The author is likely referring to the mechanosensory behavior of bone (reviewed in Huang and Ogawa, 2010; lots of Google Scholar citations). Bone loading produces very tiny mechanical deflections (strain) which are translated into biochemical signals that promote bone growth through the action of osteoblasts. Burger and Klein-Nuland (1999) review possible mechanisms.
The low frequency soundwaves produced during purring overlap the frequencies that have been shown experimentally to induce bone formation (1-50Hz; e.g., Castillo et al., 2006; Xie at al. 2006).
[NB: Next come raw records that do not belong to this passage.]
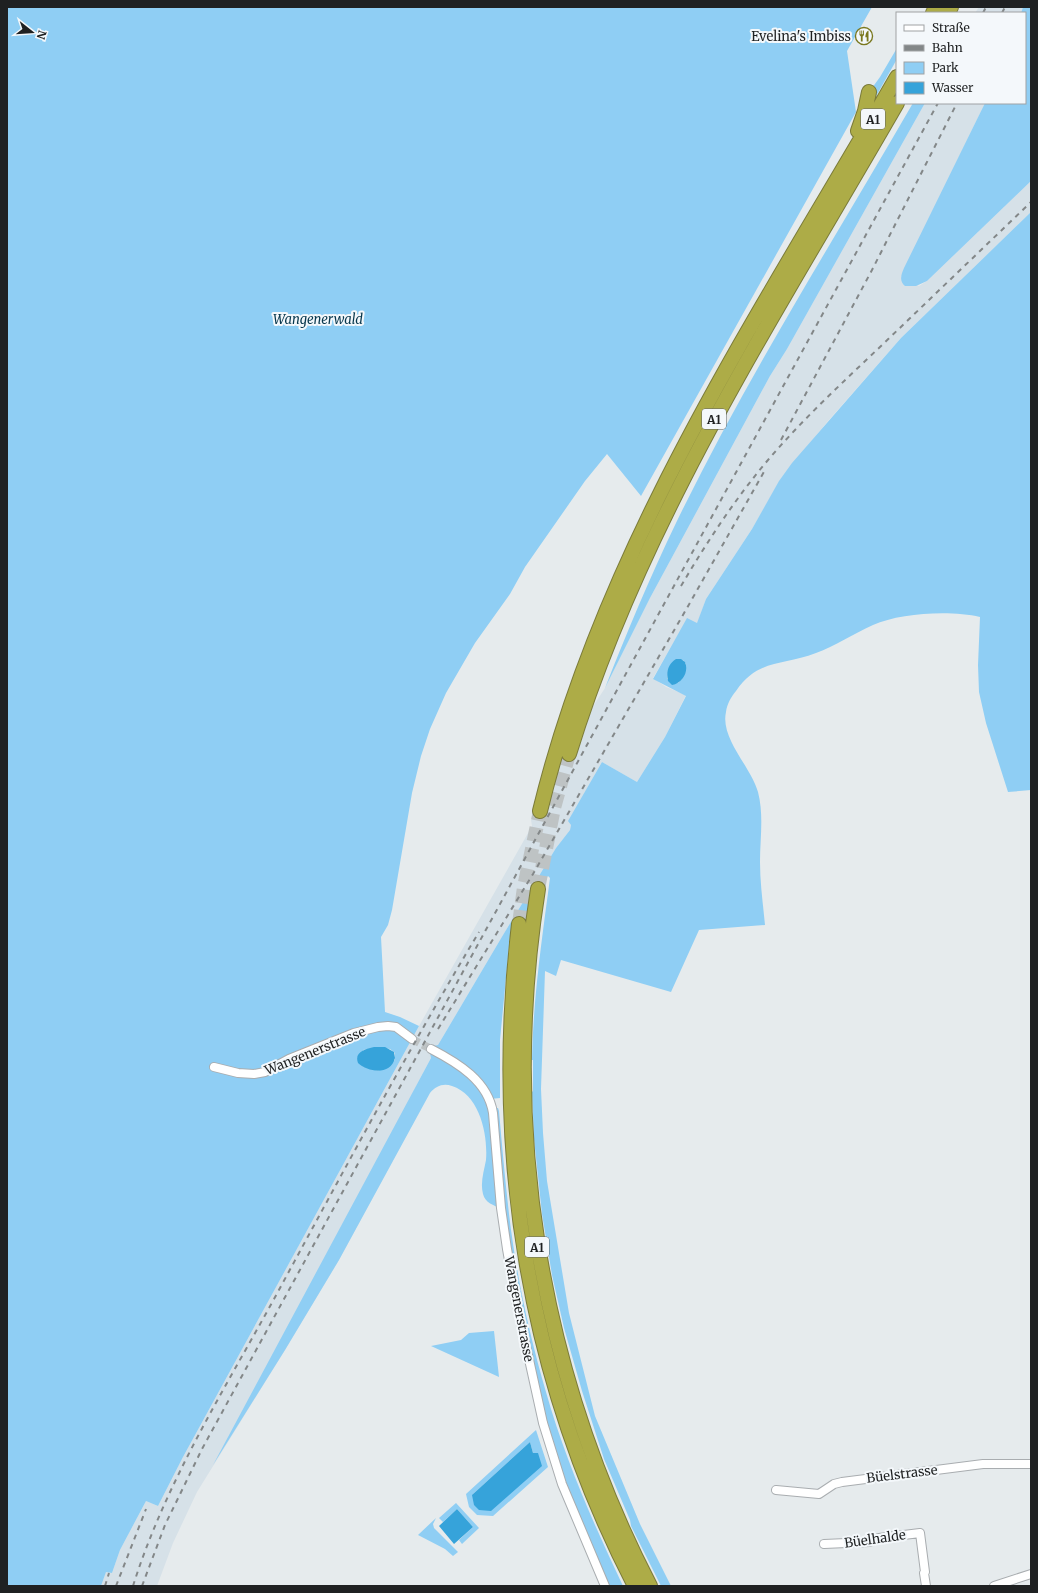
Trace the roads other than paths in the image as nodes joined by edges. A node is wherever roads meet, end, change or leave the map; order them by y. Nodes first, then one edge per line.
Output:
1 (896, 79) edge
2 (868, 92) dead end
3 (896, 104) edge
4 (848, 161) junction
5 (569, 754) tunnel mouth
6 (540, 811) tunnel mouth
7 (538, 890) tunnel mouth
8 (519, 924) tunnel mouth
9 (412, 1039) tunnel mouth
10 (431, 1049) tunnel mouth
11 (214, 1067) dead end
12 (1031, 1464) edge
13 (776, 1490) dead end
14 (824, 1544) dead end
15 (1031, 1574) edge
16 (1007, 1584) edge
17 (605, 1586) edge
18 (635, 1586) edge
19 (650, 1586) edge
20 (926, 1586) edge
21 (994, 1586) edge

1 - 4 highway, A1
2 - 4 highway, A1
3 - 5 highway, A1
4 - 6 highway, A1
7 - 19 highway, A1
8 - 18 highway, A1
9 - 11 street, Wangenerstrasse
10 - 17 street, Wangenerstrasse
12 - 13 street, Büelstrasse
14 - 20 street, Büelhalde
15 - 16 street
16 - 21 street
Although an interesting hypothesis, I don't think that osteogenesis in response to purring has ever been experimentally shown in cats.
Huang C, Ogawa R. 2010 FASEB J. 2010 Mechanotransduction in bone repair and regeneration. 24(10):3625-3632.
Burger EH, Klein-Nulend. 1999. Mechanotransduction in bone--role of the lacuno-canalicular network. FASEB J 13(Suppl):S101-S112.
Castillo AB, et al. 2006 Low-amplitude, broad-frequency vibration effects on cortical bone formation in mice. Bone 39:1087-1096.
Xie L, et al. 2006. Low-level mechanical vibrations can influence bone resorption and bone formation in the growing skeleton. Bone 39:1059-1066.